Le Vatican a confirmé ce jeudi que le souverain pontife se rendra en République démocratique du Congo puis au Soudan du Sud du 2 au 7 juillet prochains. Deux pays dont que le pape souhaite visiter depuis longtemps.

Avec notre correspondant à Rome, Éric Sénanque et à Kinshasa, Pascal Mulegwa

C’est d’abord à Kinshasa, le plus grand archidiocèse d'Afrique, puis à Goma, dans la région éprouvée de l'est de a RDC, que François est attendu, du 2 au 5 juillet. Le pape mettra ses pas dans ceux de son prédécesseur Jean-Paul II qui s’était rendu dans le pays, alors appelé Zaïre, en 1980 et 1985. Il y sera notamment accueilli par un de ses proches, le cardinal Fridolin Ambongo, l’archevêque de Kinshasa qu’il a nommé au Conseil des cardinaux chargé de l’aider dans sa réforme de la Curie au Vatican. Il vient aussi soutenir une Église congolaise qui a joué un rôle de médiation essentiel lors de la dernière transition politique dans le pays

Un déplacement important pour les habitants, selon l’archevêque Marcel Utembi, président de l’épiscopat congolais « dans la mesure où le pape vient raffermir dans la foi les fidèles catholiques en RDC et raviver l'espérance du peuple congolais qui a besoin de la paix, la sécurité et du bien-être ».

Du côté des autorités, cette visite annoncée est un signal positif. Celle de 2017 avait été annulée en raison de la crise politique et des relations difficiles entre le président de l'époque, Joseph Kabila et l'Eglise. Une « visite qui s'inscrit aussi dans l'axe diplomatique (du) rapprochement entre la RDC et Vatican. 37 ans, c'est bien des années qui se sont écoulées et donc une mobilisation doit se faire pour toutes les Congolaises et tous les Congolais pour cette visite qui va s'inscrire comme cela a été dit, dans la réconciliation et la paix », a déclaré le Premier ministre Jean-Michel Sama Lukonde.

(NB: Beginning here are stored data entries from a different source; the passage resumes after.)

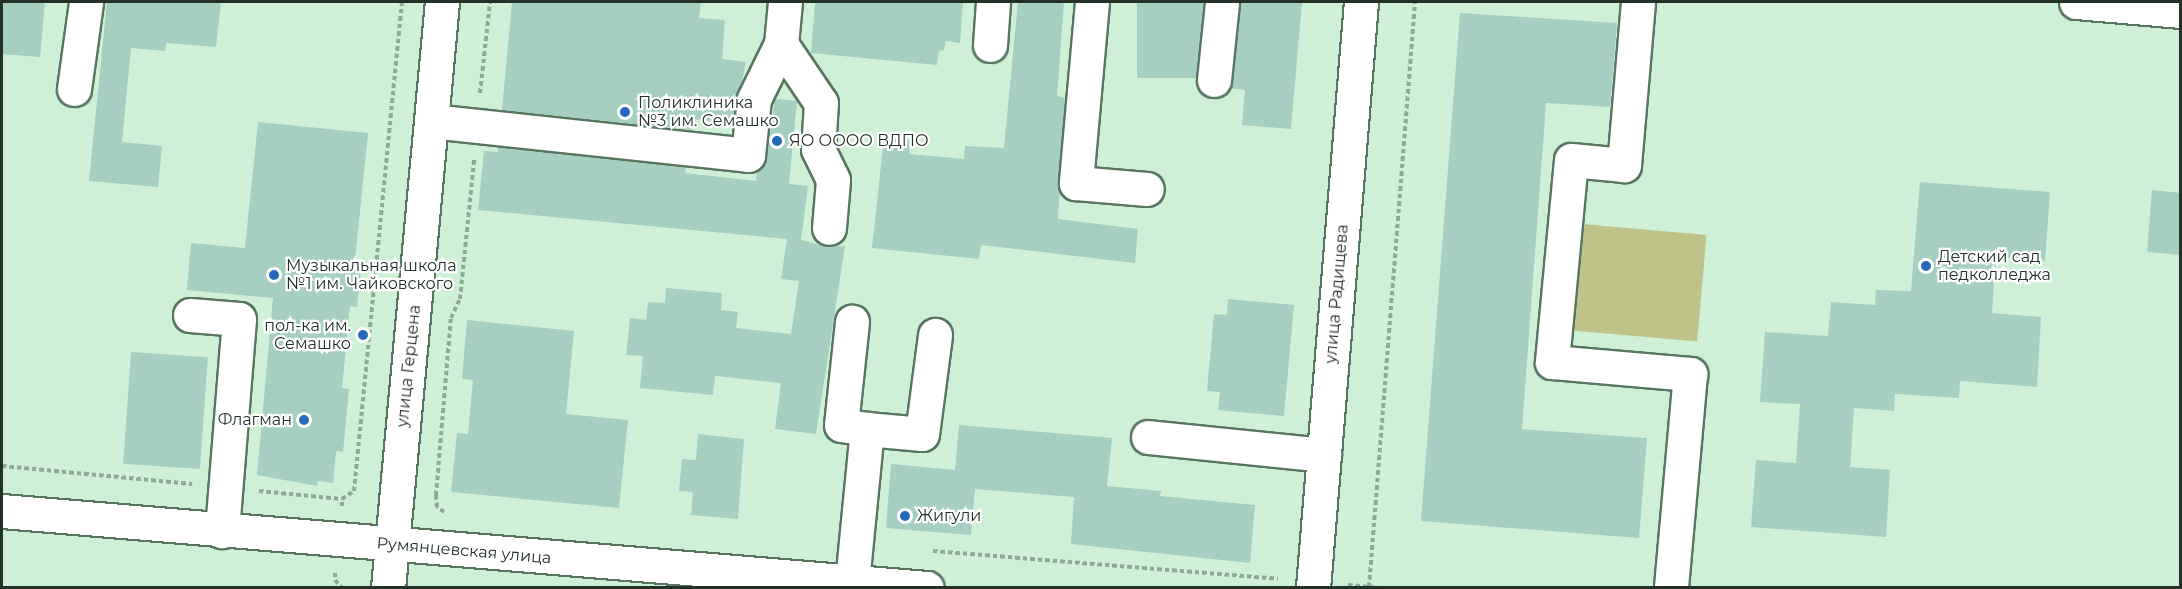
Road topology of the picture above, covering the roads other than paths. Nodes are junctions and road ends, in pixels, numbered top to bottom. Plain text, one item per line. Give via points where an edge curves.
1 (86, 2) edge
2 (442, 2) edge
3 (785, 2) edge
4 (993, 2) edge
5 (1092, 2) edge
6 (1222, 2) edge
7 (1361, 2) edge
8 (1638, 2) edge
9 (2076, 2) edge
10 (2181, 11) edge
11 (781, 44) junction
12 (990, 45) dead end
13 (1214, 80) dead end
14 (74, 89) dead end
15 (431, 121) junction
16 (1146, 189) dead end
17 (829, 228) dead end
18 (190, 315) dead end
19 (852, 322) dead end
20 (934, 335) dead end
21 (867, 429) junction
22 (1148, 436) dead end
23 (1324, 455) junction
24 (2, 511) edge
25 (222, 531) junction
26 (391, 546) junction
27 (852, 582) junction
28 (388, 588) edge
29 (927, 588) edge
30 (1313, 588) edge
31 (1671, 588) edge

1 - 14 street
2 - 15 street, улица Герцена
3 - 11 street
4 - 12 street
5 - 16 street via 1076,183
6 - 13 street
7 - 23 street, улица Радищева
8 - 31 street via 1624,165 1571,160 1552,362 1690,374
9 - 10 street
11 - 15 street via 754,99 748,155
11 - 17 street via 821,103 818,149 833,180
15 - 26 street, улица Герцена
18 - 25 street via 238,319
19 - 21 street via 841,425
20 - 21 street via 922,434
21 - 27 street
22 - 23 street
23 - 30 street, улица Радищева
24 - 25 street, Румянцевская улица
25 - 26 street, Румянцевская улица
26 - 27 street, Румянцевская улица
26 - 28 street, улица Герцена
27 - 29 street, Румянцевская улица

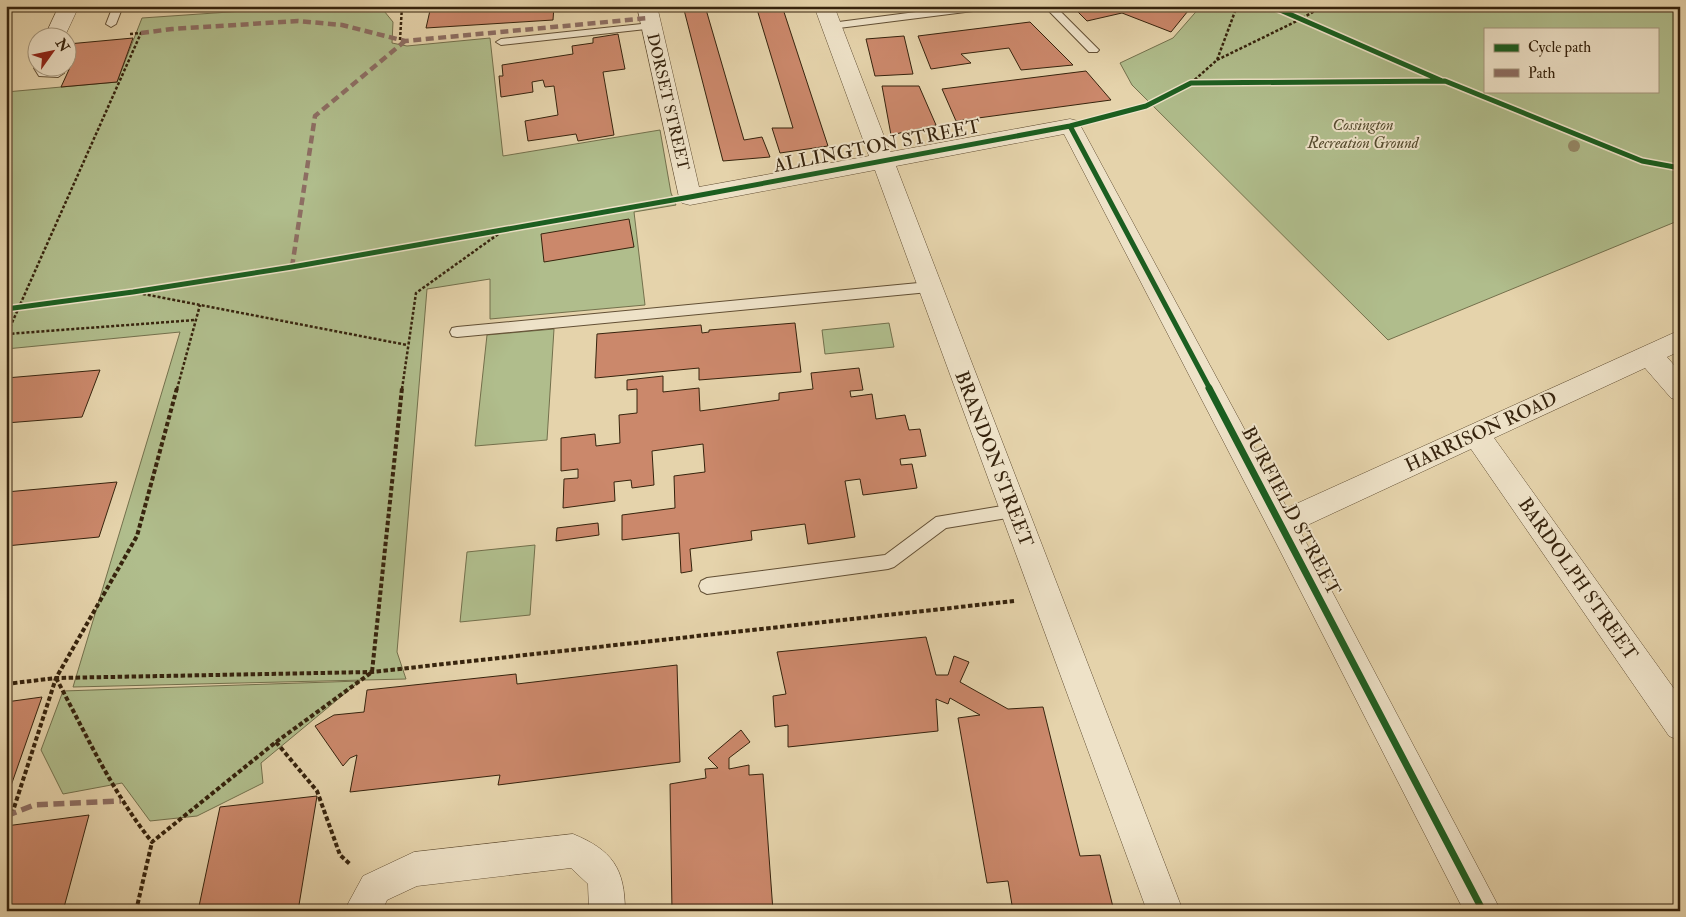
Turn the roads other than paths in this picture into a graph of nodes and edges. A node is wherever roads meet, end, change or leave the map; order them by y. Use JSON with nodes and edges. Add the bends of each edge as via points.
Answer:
{"nodes":[{"id":1,"x":69,"y":6,"type":"edge"},
{"id":2,"x":118,"y":6,"type":"edge"},
{"id":3,"x":824,"y":6,"type":"edge"},
{"id":4,"x":885,"y":6,"type":"edge"},
{"id":5,"x":989,"y":6,"type":"edge"},
{"id":6,"x":1049,"y":6,"type":"edge"},
{"id":7,"x":649,"y":16,"type":"edge"},
{"id":8,"x":889,"y":18,"type":"junction"},
{"id":9,"x":111,"y":24,"type":"dead end"},
{"id":10,"x":831,"y":26,"type":"junction"},
{"id":11,"x":59,"y":28,"type":"edge"},
{"id":12,"x":501,"y":42,"type":"dead end"},
{"id":13,"x":1093,"y":50,"type":"dead end"},
{"id":14,"x":1070,"y":126,"type":"joint"},
{"id":15,"x":882,"y":160,"type":"junction"},
{"id":16,"x":690,"y":197,"type":"joint"},
{"id":17,"x":929,"y":287,"type":"junction"},
{"id":18,"x":457,"y":332,"type":"dead end"},
{"id":19,"x":1680,"y":340,"type":"edge"},
{"id":20,"x":1649,"y":355,"type":"junction"},
{"id":21,"x":1680,"y":390,"type":"edge"},
{"id":22,"x":1476,"y":434,"type":"junction"},
{"id":23,"x":1014,"y":511,"type":"junction"},
{"id":24,"x":1281,"y":524,"type":"junction"},
{"id":25,"x":707,"y":586,"type":"dead end"},
{"id":26,"x":1680,"y":725,"type":"edge"},
{"id":27,"x":368,"y":899,"type":"edge"},
{"id":28,"x":607,"y":911,"type":"edge"},
{"id":29,"x":1165,"y":911,"type":"edge"},
{"id":30,"x":1483,"y":911,"type":"edge"}],
"edges":[{"from":1,"to":11,"type":"street"},
{"from":2,"to":9,"type":"lane"},
{"from":3,"to":10,"type":"street","name":"BRANDON STREET"},
{"from":4,"to":8,"type":"lane"},
{"from":5,"to":8,"type":"lane"},
{"from":6,"to":13,"type":"lane"},
{"from":7,"to":12,"type":"lane"},
{"from":7,"to":16,"type":"street","name":"DORSET STREET"},
{"from":8,"to":10,"type":"lane"},
{"from":10,"to":15,"type":"street","name":"BRANDON STREET"},
{"from":14,"to":15,"type":"street","name":"ALLINGTON STREET"},
{"from":14,"to":24,"type":"street","name":"BURFIELD STREET"},
{"from":15,"to":16,"type":"street","name":"ALLINGTON STREET"},
{"from":15,"to":17,"type":"street","name":"BRANDON STREET"},
{"from":17,"to":18,"type":"lane"},
{"from":17,"to":23,"type":"street","name":"BRANDON STREET"},
{"from":19,"to":20,"type":"street","name":"HARRISON ROAD"},
{"from":20,"to":21,"type":"street"},
{"from":20,"to":22,"type":"street","name":"HARRISON ROAD"},
{"from":22,"to":24,"type":"street","name":"HARRISON ROAD"},
{"from":22,"to":26,"type":"street","name":"BARDOLPH STREET"},
{"from":23,"to":25,"type":"lane","via":[[942,522],[888,562]]},
{"from":23,"to":29,"type":"street","name":"BRANDON STREET"},
{"from":24,"to":30,"type":"street","name":"BURFIELD STREET"},
{"from":27,"to":28,"type":"street","via":[[414,869],[573,850],[601,870],[608,888]]}]}
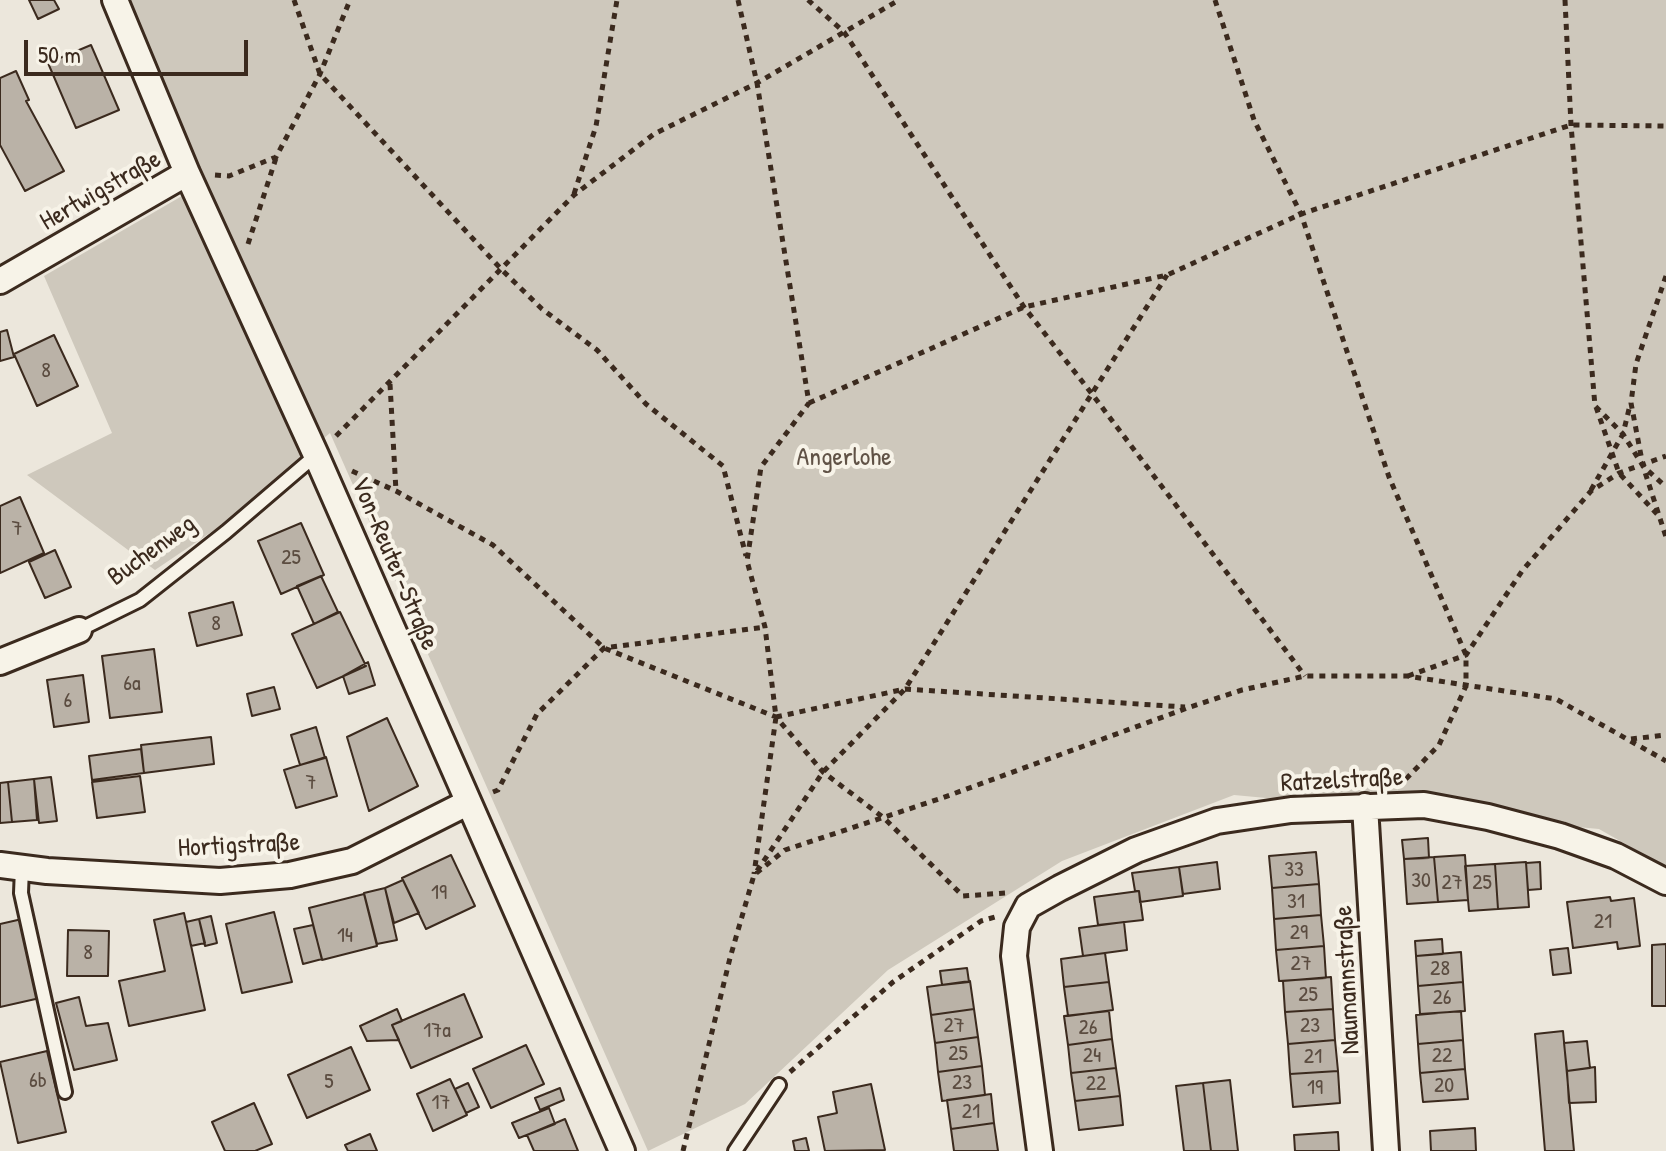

Deuxième étape pour François, le Soudan du Sud, pays dont il suit la destinée depuis le début de son pontificat. Le pape sera à Juba du 5 au 7 juillet. Le Saint-Siège suit de près les négociations de paix dans le pays qui ont plusieurs fois patiné. Symbole de cette attention, cette visite de Salva Kiir et de son rival Riek Machar à la résidence du pape en avril 2019. Devant eux, François avait alors rappelé « le désir ardent de justice, de réconciliation et de paix » du peuple sud-soudanais. Dans un geste inédit, le pape avait embrassé les pieds de ses deux hôtes.

Cette étape sera aussi œcuménique pour le chef de l’Église catholique puisqu’il s’y rendra aux côtés de Justin Welby, le primat de l’Église anglicane.